Work request:
When you copy the records that follow, please keep every word exactly as it is and leave out the pictures.

Saved entries:

== == ==

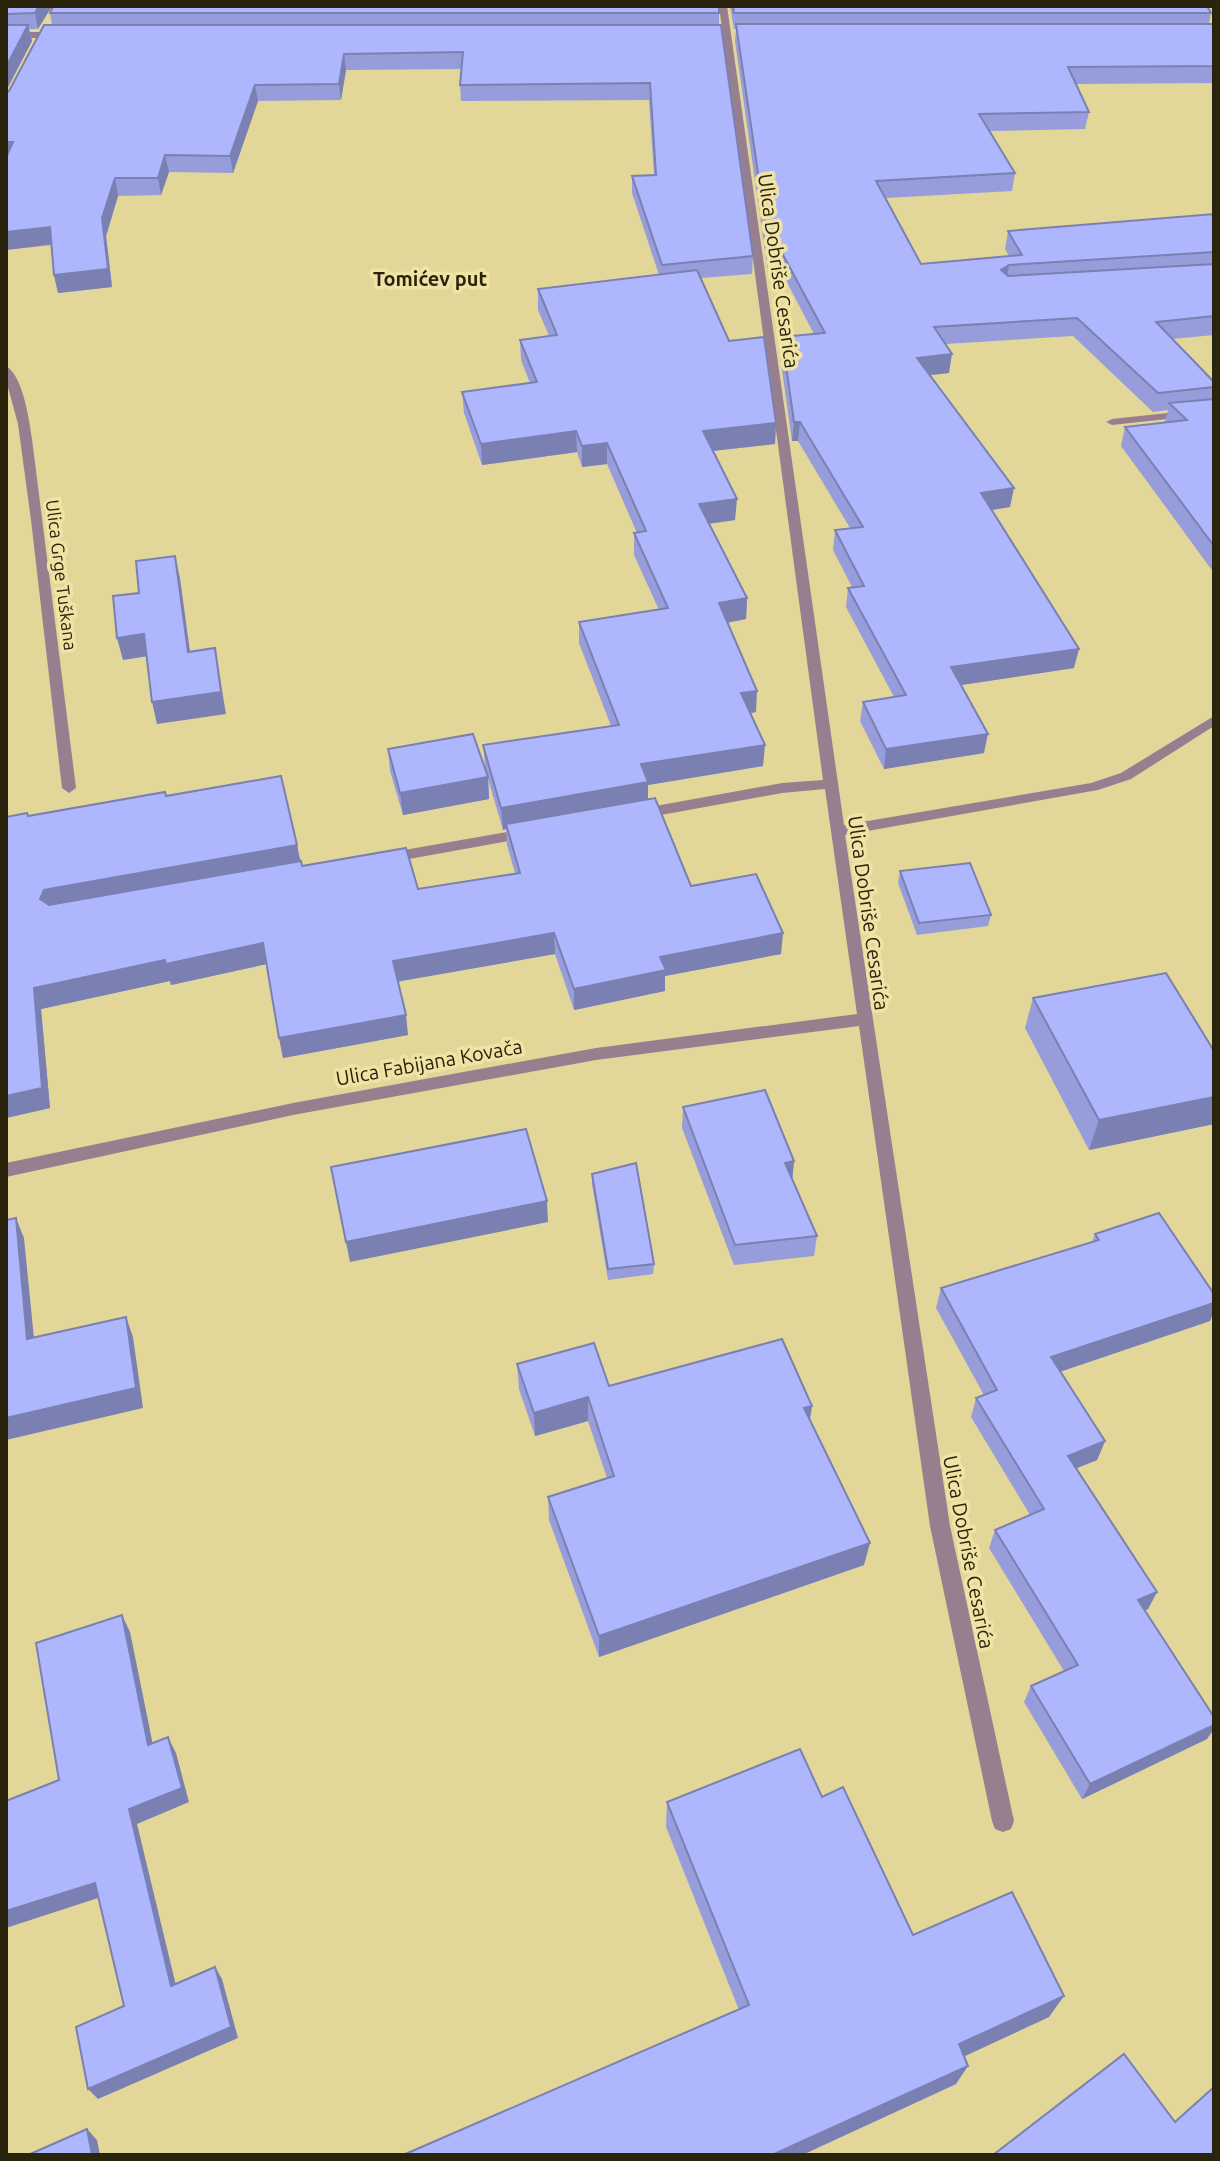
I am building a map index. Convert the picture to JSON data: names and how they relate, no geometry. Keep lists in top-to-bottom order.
{
  "streets": {
    "street": ["Ulica Dobriše Cesarića", "Ulica Grge Tuškana", "Ulica Fabijana Kovača"]
  },
  "crossings": [
    ["Ulica Dobriše Cesarića", "Ulica Fabijana Kovača"]
  ],
  "districts": ["Tomićev put"]
}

== == ==

Answer to this exercise:
I am building a map index. Convert the picture to JSON data: names and how they relate, no geometry. Keep lists in top-to-bottom order.
{
  "streets": {
    "street": ["Ulica Dobriše Cesarića", "Ulica Grge Tuškana", "Ulica Fabijana Kovača"]
  },
  "crossings": [
    ["Ulica Dobriše Cesarića", "Ulica Fabijana Kovača"]
  ],
  "districts": ["Tomićev put"]
}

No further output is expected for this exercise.